1987 Ferrari F40 LM front end sunset

Before Audi, Porsche and Ford, Ferrari was the dominant force at the 24-Hours of Le Mans. One of the company’s first major international competition successes was when Luigi Chinetti teamed up with Peter Mitchell-Thomson to win the 1949 race driving a 166 MM Touring Barchetta. Ferrari won again in 1954 and 1958, then had a string of six wins from 1960-1965, with the last race win coming with a 250 LM. After 1965, Ferrari continued to enter cars like the 512 S. When 5.0-liter cars were outlawed in 1968, the 3.0-liter 312 P and 312 PB entered, but they were not winners. At the end of the 1973 season, Ferrari left sports car racing to focus on F1.

After that, Ferrari entries at Le Mans were run by privateers driving cars based on the company’s road vehicles. Given the brand’s history (and Enzo’s reputation) for doing things the other way around, with road cars based on race cars, Ferrari competition cars of this era have a distinct and somewhat unusual personality. Two of them are bound for RM Sotheby’s Paris auction this week.

1980 Ferrari 512 BB Competizione

1980 Ferrari 512 BB Competizione 3/4 front
1980 Ferrari 512 BB Competizione V12 engine
 1980 Ferrari 512 BB Competizione passenger side interior
1980 Ferrari 512 BB Competizione above hood open

At the 1973 Paris Motor Show, Ferrari introduced the production version of its first mid-engine 12-cylinder road car, the 4.4-liter 365 GT4 BB. (The BB stands for Berlinetta Boxer, where Boxer loosely refers to the flat boxer like 180-degree V-12 engine.) In 1975, Luigi Chinetti—now in charge of North American Racing Team, and Ferrari importer for the U.S.), raced a 365 GT4 BB-based car at the 24 Hours of Daytona. By 1978, Ferrari had its version of the car ready but now based on the latest variant 4.9-liter 512 BB.

The result was called the 512 BB LM. Ferrari helped experienced teams like Charles Pozzi (Ferrari importer of France), Ecurie Francorchamps (run by Jacques Swaters, Ferrari importer of Belgium), and NART to run it. Ferrari continued to develop the BB LM (notably the aerodynamics), which no longer closely followed the design of the road car. Ferrari also introduced a “Le Mans Kit” that owners could purchase and fit to their road car for racing, without replacing all the bodywork.

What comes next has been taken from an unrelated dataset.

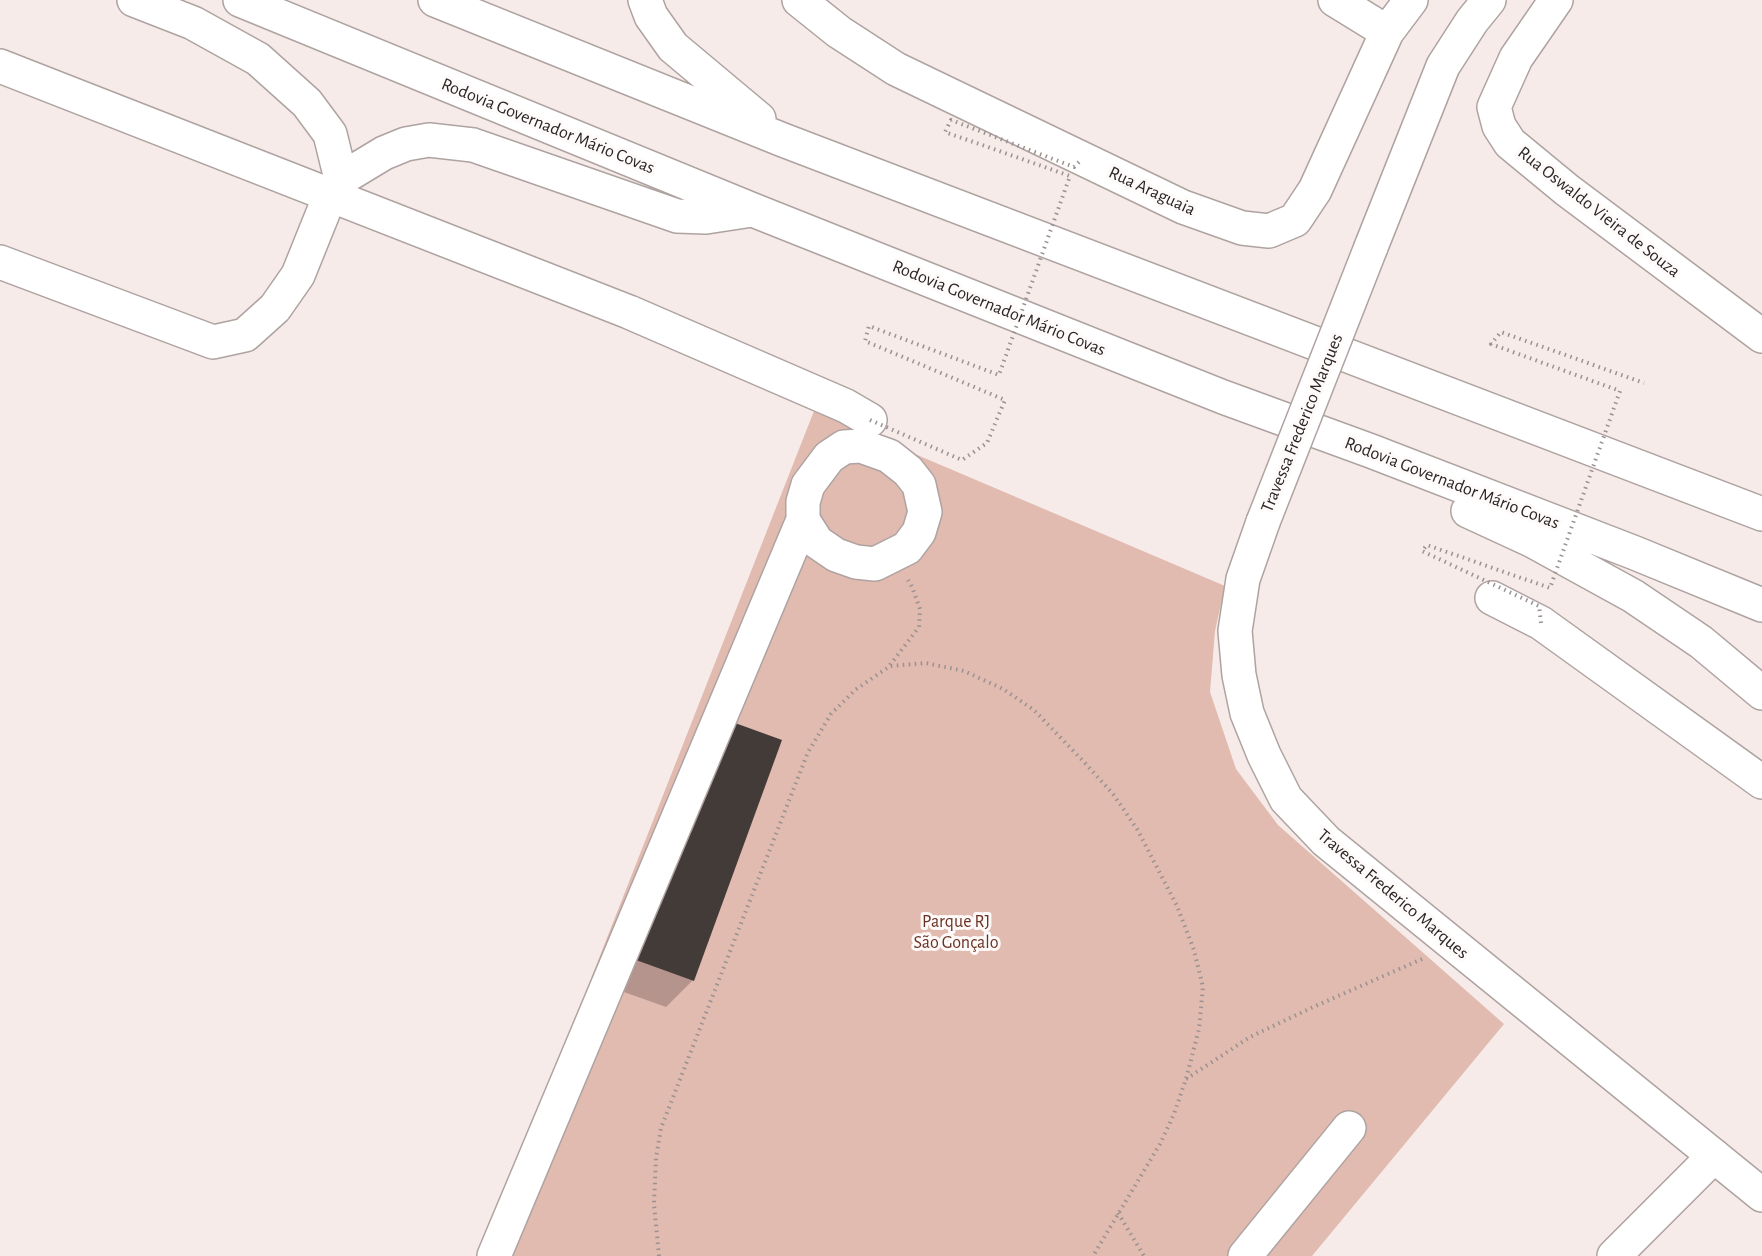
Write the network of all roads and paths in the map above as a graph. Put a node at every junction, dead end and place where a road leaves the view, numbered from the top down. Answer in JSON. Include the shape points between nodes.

RM Sotheby’s Lot 191 is one such car. Ordered new by a founding member of Ferrari Club Deutschland, this 1980 Ferrari 512 BB s/n 31159 was fitted with the “Le Mans Kit” upon delivery. Raced in period in Germany, the car is now a historic racer with appearances at the 2016 and 2018 Le Mans Classic. The estimate is €395,000-€455,000 (or $491,000-$519,000), which is well above the #1-condition (Concours-quality) average value $305,000, but potentially represents a great way to go racing with a vintage 12-cylinder Ferrari at Le Mans. The record for a 512 BB competition car is $990,000, which is from Bonhams 2014 Quail Lodge auction; the car sold was a 1981 Ferrari 512 Boxer Berlinetta Bellancauto Le Mans racer that raced at Le Mans in 1981 and 1984.

1987 Ferrari F40 LM

1987 Ferrari F40 LM rear engine hood up
1987 Ferrari F40 LM 3/4 front snow sunset
1987 Ferrari F40 LM rear 2/3 snow
RM Sotheby's
1987 Ferrari F40 LM

The second Le Mans-spec Ferrari crossing the block at Rétromobile in Paris is also based on one of the company’s road cars—in this case, the F40. Developed out of the snowballed 288 GTO Evoluzione that was intended for Group B rallying, the F40 was a no-nonsense, stripped-down, ultra-spartan speed machine. It still wasn’t intense enough for French importer Charles Pozzi, though, whose team wanted an even more track-honed F40 LM to race in 1989. Ferrari was too busy building production cars and racing Formula 1 cars, so it went to Michelotto to build 19 examples of the F40 LM. Lot 126 at RM Sotheby’s sale, s/n 74045 is a 1987 F40 prototype later converted by Michelotto to LM-spec.

Compared to the 471-hp twin-turbo F40, the F40 LM spits out more than 700 hp, courtesy of bigger turbos and intercoolers, upgraded fuel injection, and new camshafts. Michelotto also reinforced the chassis, modified the bodywork for even more extreme aero capability, and fitted the car with more powerful brakes, more track-focused suspension, and a more durable five-speed manual transmission. With the even more aggressively stripped-out interior, fixed headlamps (rather than the standard flip-up lights), and other weight-saving measures, the LM shaves about 700 pounds from the standard F40’s 3000-pound curb weight.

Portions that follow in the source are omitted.